8 And how would you go about researching the best place to get qualified at, the best institutes that provide training?
From candidates! So, we’re a Scottish-based company, so I work with quite a few of the Whisky Distilleries. A couple of them won’t employ anyone over a certain level of management, unless they have a specific qualification. And that qualification and the best way to pay (go?) for it.
If I’ve done it myself, I’d also be better able to coach people before they went into that area as well.
I just need to persuade the boss to pay for it!

9 Is it tough convincing your manager that training and qualifications are worth it?
Actually no, not really. The director, we’ve been on one small group training and we do a bit of training and one-on-one, and she just says out right, “Is getting this training important to you?” we said “yeah, we really enjoy our training sessions” But more than that, we get real professional benefits from passing them. That said, we are very much expected to pass them! “If I’ve put you through it and expect you all to pass.”

10 Was all worth it in the end?
Oh yes absolutely and I genuinely use what I’ve learned practically every day. We always have the handbook out, so for example, the other day somebody had a question around the 2010 legislation for equality and we got the book out straight away. I knew that I knew it but having that book in the drawer in my desk, is actually pretty handy.
Everyone’s got a broad understanding, but there’s so much more specifics in the training manual. I don’t need to guess; I don’t need to say I’m going to call you back later. I can know within a second.

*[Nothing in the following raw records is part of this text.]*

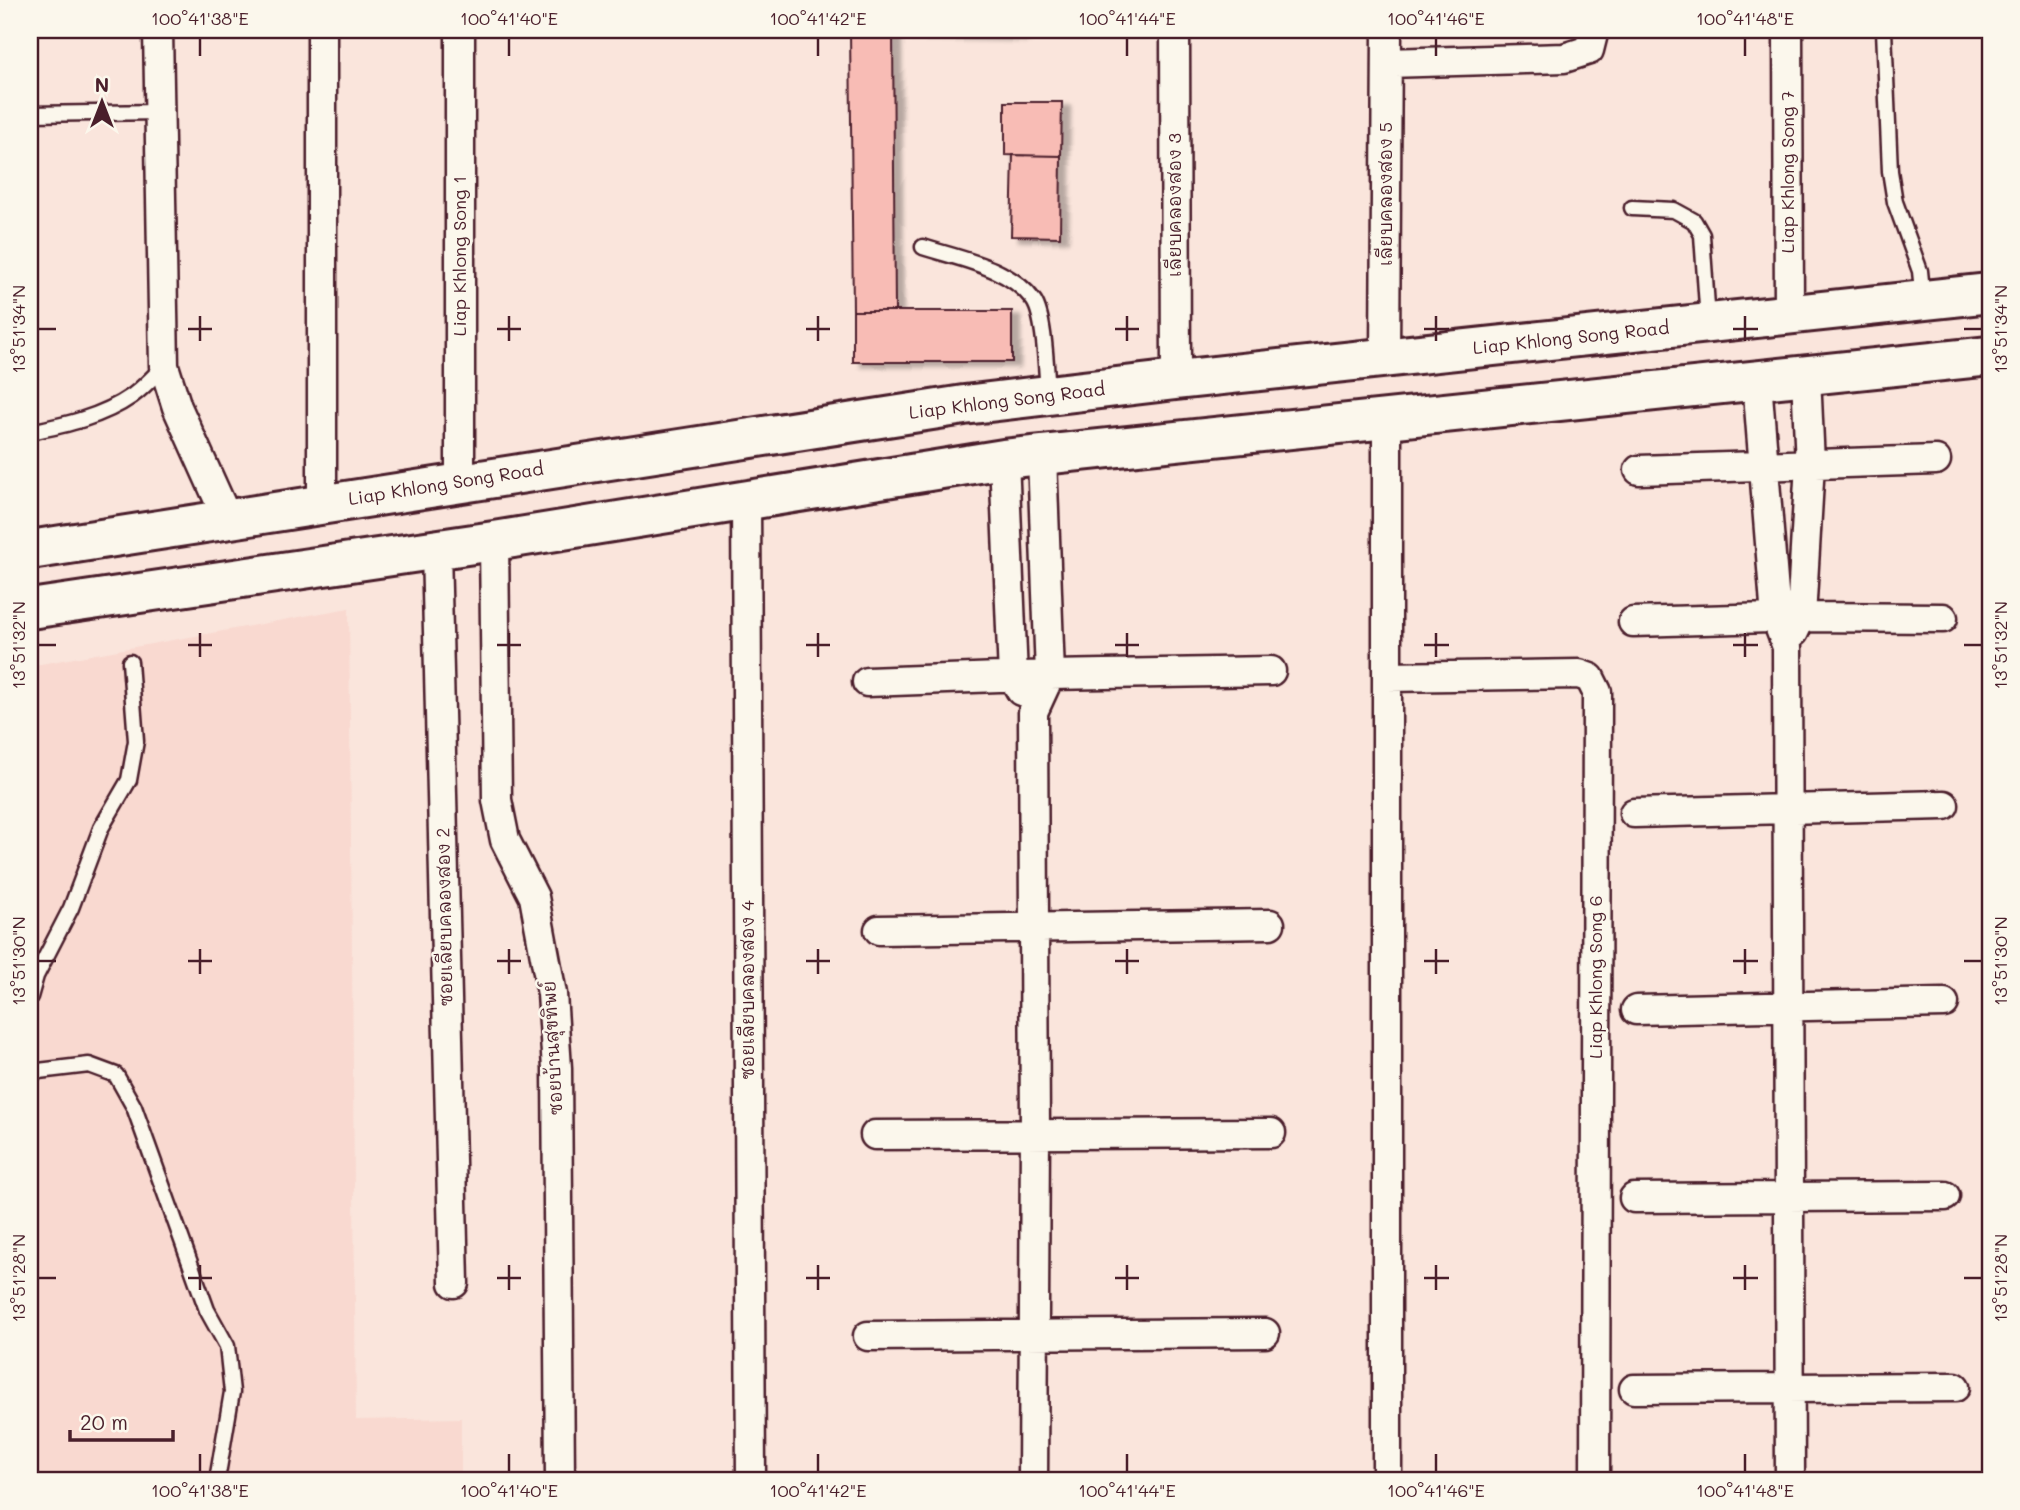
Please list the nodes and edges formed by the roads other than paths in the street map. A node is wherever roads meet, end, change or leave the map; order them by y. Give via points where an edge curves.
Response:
1 (159, 30) edge
2 (322, 30) edge
3 (460, 30) edge
4 (1175, 30) edge
5 (1387, 30) edge
6 (1594, 30) edge
7 (1788, 30) edge
8 (1884, 30) edge
9 (1387, 63) junction
10 (160, 113) junction
11 (30, 114) edge
12 (1632, 208) dead end
13 (923, 247) dead end
14 (1990, 293) edge
15 (1923, 300) junction
16 (1789, 315) junction
17 (1708, 323) junction
18 (1990, 356) edge
19 (1384, 357) junction
20 (164, 366) junction
21 (1806, 376) junction
22 (1176, 380) junction
23 (1757, 381) junction
24 (1048, 395) junction
25 (964, 405) junction
26 (1387, 419) junction
27 (30, 432) edge
28 (1042, 456) junction
29 (1936, 460) dead end
30 (988, 462) junction
31 (1810, 464) junction
32 (1762, 466) junction
33 (1639, 470) dead end
34 (460, 482) junction
35 (746, 500) junction
36 (322, 504) junction
37 (227, 519) junction
38 (494, 541) junction
39 (30, 550) edge
40 (436, 550) junction
41 (30, 609) edge
42 (1788, 618) junction
43 (1943, 618) dead end
44 (1633, 622) dead end
45 (130, 662) dead end
46 (1271, 671) dead end
47 (1050, 674) junction
48 (1013, 677) junction
49 (1387, 677) junction
50 (867, 682) dead end
51 (1033, 712) junction
52 (1944, 806) dead end
53 (1787, 810) junction
54 (1634, 813) dead end
55 (1270, 925) dead end
56 (1035, 927) junction
57 (879, 930) dead end
58 (30, 997) edge
59 (1944, 1003) dead end
60 (1789, 1006) junction
61 (1636, 1010) dead end
62 (30, 1072) edge
63 (1271, 1133) dead end
64 (1035, 1134) junction
65 (875, 1135) dead end
66 (1790, 1196) junction
67 (1945, 1196) dead end
68 (1634, 1198) dead end
69 (454, 1283) dead end
70 (1265, 1333) dead end
71 (1033, 1335) junction
72 (868, 1336) dead end
73 (1788, 1387) junction
74 (1955, 1387) dead end
75 (1634, 1389) dead end
76 (216, 1480) edge
77 (560, 1480) edge
78 (751, 1480) edge
79 (1033, 1480) edge
80 (1387, 1480) edge
81 (1595, 1480) edge
82 (1790, 1480) edge

1 - 10 street
2 - 36 street
3 - 34 street, Liap Khlong Song 1
4 - 22 street, เลียบคลองสอง 3
5 - 9 street, เลียบคลองสอง 5
6 - 9 street via 1589,50 1564,58
7 - 16 street, Liap Khlong Song 7
8 - 15 lane via 1890,171 1895,202 1920,271
9 - 19 street, เลียบคลองสอง 5
10 - 11 lane
10 - 20 street
12 - 17 lane via 1674,210 1694,221 1702,236
13 - 24 lane via 1006,275 1035,302
14 - 15 main road, Liap Khlong Song Road
15 - 16 main road, Liap Khlong Song Road
16 - 17 main road, Liap Khlong Song Road
17 - 19 main road, Liap Khlong Song Road
18 - 21 main road
19 - 22 main road, Liap Khlong Song Road
20 - 27 lane via 133,395 109,409
20 - 37 street via 177,407
21 - 23 main road
21 - 31 street
22 - 24 main road, Liap Khlong Song Road
23 - 26 main road
23 - 32 street
24 - 25 main road, Liap Khlong Song Road
25 - 30 main road
25 - 34 main road, Liap Khlong Song Road
26 - 28 main road
26 - 49 street
28 - 30 main road
28 - 47 street
29 - 31 street
30 - 35 main road
30 - 48 street
31 - 32 street
31 - 42 street
32 - 33 street
32 - 42 street
34 - 36 main road, Liap Khlong Song Road
35 - 38 main road
35 - 78 street, ซอยเลียบคลองสอง 4
36 - 37 main road, Liap Khlong Song Road
37 - 39 main road, Liap Khlong Song Road
38 - 40 main road
38 - 77 street, ซอยบ้านสุขทิพย์ via 496,800 505,840 534,897 552,994 557,1068
40 - 41 main road
40 - 69 street, ซอยเลียบคลองสอง 2
42 - 43 street
42 - 44 street
42 - 53 street
45 - 58 lane via 136,741 129,780 102,828
46 - 47 street
47 - 48 street
47 - 51 street
48 - 50 street
48 - 51 street
49 - 80 street
49 - 81 street, Liap Khlong Song 6 via 1579,674 1590,678 1597,692
51 - 56 street
52 - 53 street
53 - 54 street
53 - 60 street
55 - 56 street
56 - 57 street
56 - 64 street
59 - 60 street
60 - 61 street
60 - 66 street
62 - 76 lane via 89,1065 116,1075 134,1107 207,1310 227,1346 232,1392
63 - 64 street
64 - 65 street
64 - 71 street
66 - 67 street
66 - 68 street
66 - 73 street
70 - 71 street
71 - 72 street
71 - 79 street
73 - 74 street
73 - 75 street
73 - 82 street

11 That’s brilliant so, you like having physical course material with you?
Most definitely. I’ve got like eight windows open on my PC anyway! Getting ready for the exam I know where everything is. I’m pretty sure the trainer would let me contact him about anything too, not that I’ve needed to yet.
I was getting ready for a massive client visit. Like a huge brand, one of the biggest brands I’ve ever worked with and my trainer actually committed to staying behind on one of the training sessions with me to coach me through it. He kind of took me through how I should present to the HR business partner. It was a vital order, I made quite a bit of money out of it, so!